Code seems correct because it works for small numbers, but it's unable to process large numbers where did I go wrong

I can find the 6th prime number if the range is small like 2 to 100

Thank you in Advance

```
prime_numbers = []
for number in (range(2,2000000000)):
if number > 1:
for i in range(2, number):
if number % i == 0:
break
else:
list.append(number)
print(prime_numbers[10001])
```

**VincentKeyboard****Member**

you could cache the results of

```
for i in range(2, number):
if number % i == 0:
break
else:
```

in a hashmap with key being number.

If I understand your code correctly, the inner loop computes "number % i" for 2 till number

for each number from 0 to 2,2000000000-1.

So if you save the results of the inner loop, you only need to compute "number % i" starting from last saved number till current number.

*Last edited by VincentKeyboard (4 weeks ago)*

**new_user****Member**

You need to improve the efficiency in order to handle large numbers.

Basic steps that can be done are the following:

- for number in (range(2,2000000000))

here you don't need to loop over all the numbers, you can skip even numbers and numbers ending in 5. Just watch out for the 2 exceptions which are 2 and 5.

- im not sure what the purpose of this line is: if number > 1

- in this line: for i in range(2, number):

you can replace number by number/2. Since we know that the number is odd (step 1) we are sure that it is not divisible by 2 so this number has no factors in the range [number/2:number]
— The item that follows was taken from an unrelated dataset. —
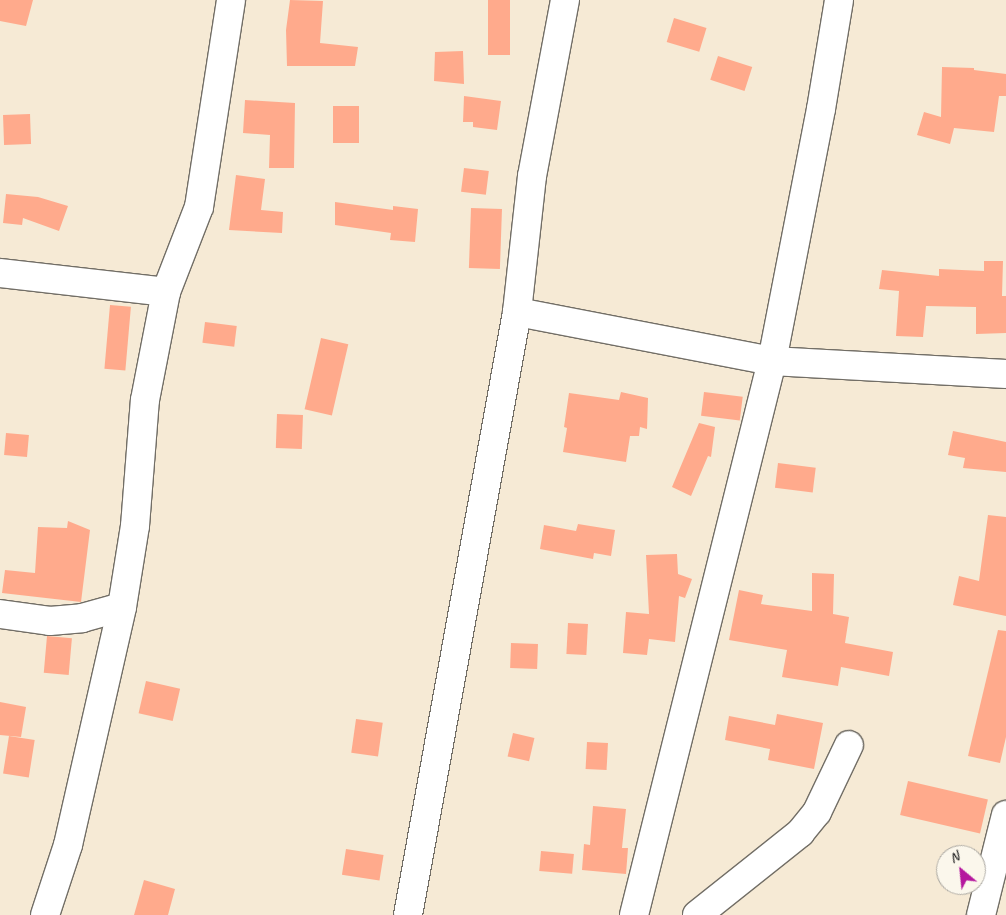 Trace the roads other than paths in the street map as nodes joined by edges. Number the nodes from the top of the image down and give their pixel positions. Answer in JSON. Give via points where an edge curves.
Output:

- also regarding this section:

for i in range(2, number/2):

if number % i == 0:

break

You dont really need to do a for loop on all the digits between 2 and number/2. You just need to loop over the prime numbers between 2 and number/2 which you can easily collect in a list in previous iterations.
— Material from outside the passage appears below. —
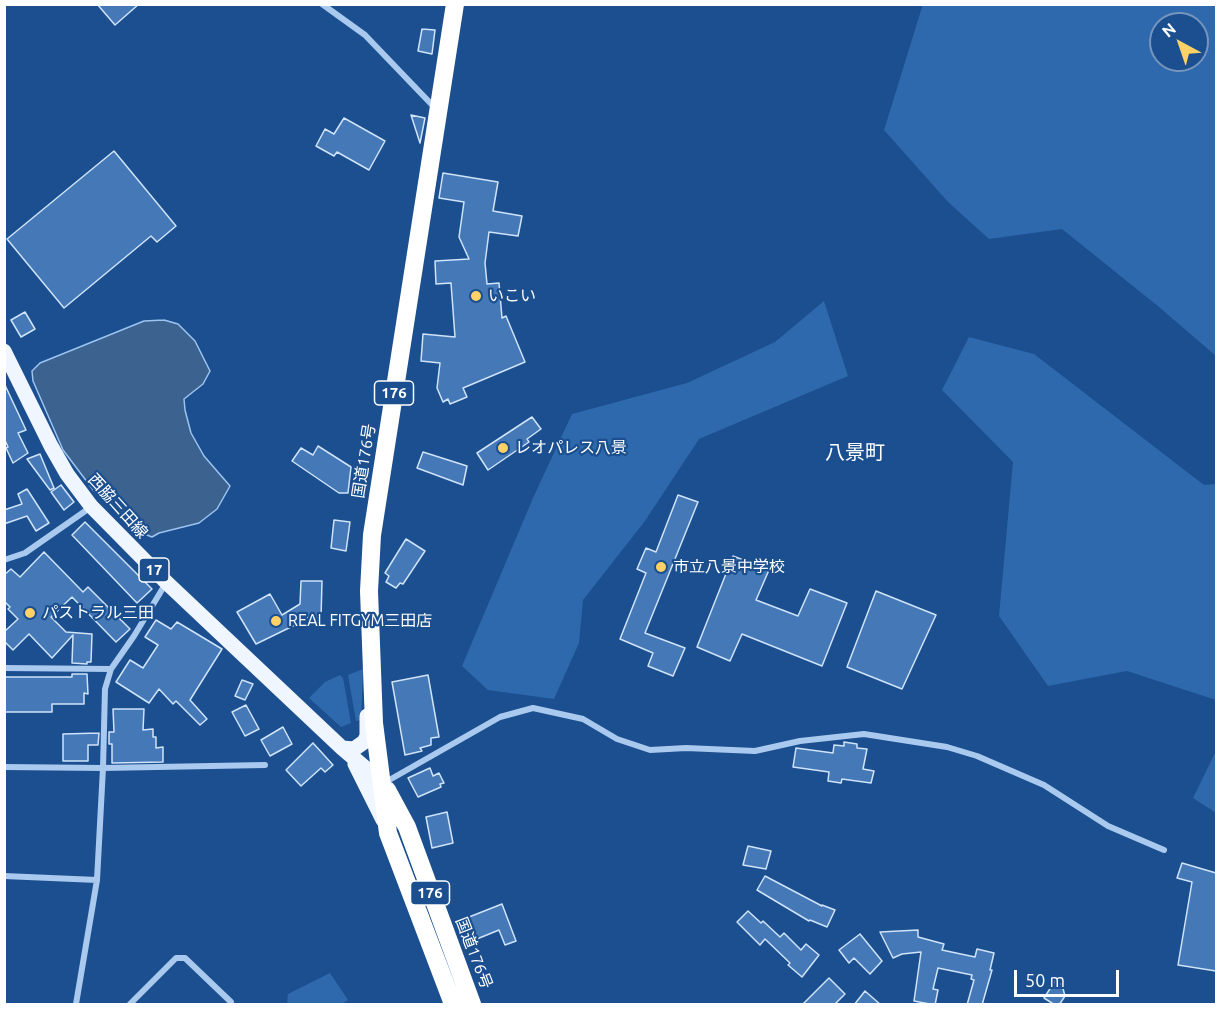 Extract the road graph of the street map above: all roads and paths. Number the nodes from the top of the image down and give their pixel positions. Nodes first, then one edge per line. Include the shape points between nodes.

These are basic improvements that would slightly enhance the performance of your code but do not guarantee finding large prime numbers. You can look for more advanced algorithms online.

**geek****Member**

Have a look at sieves, for example Eratosthenes's: https://en.wikipedia.org/wiki/Sieve_of_Eratosthenes

**NuclearVision****Member**

I remember solving this as a child, check the tips all the members suggested, they're really useful.

But what helped most was the following:

You don't need to check if the number was dividable but all numbers from 2 to number, you can check if it's dividable by any number from 2 to the square root of this number, if there are none it means that this is a prime number. This will spare a lot of memory.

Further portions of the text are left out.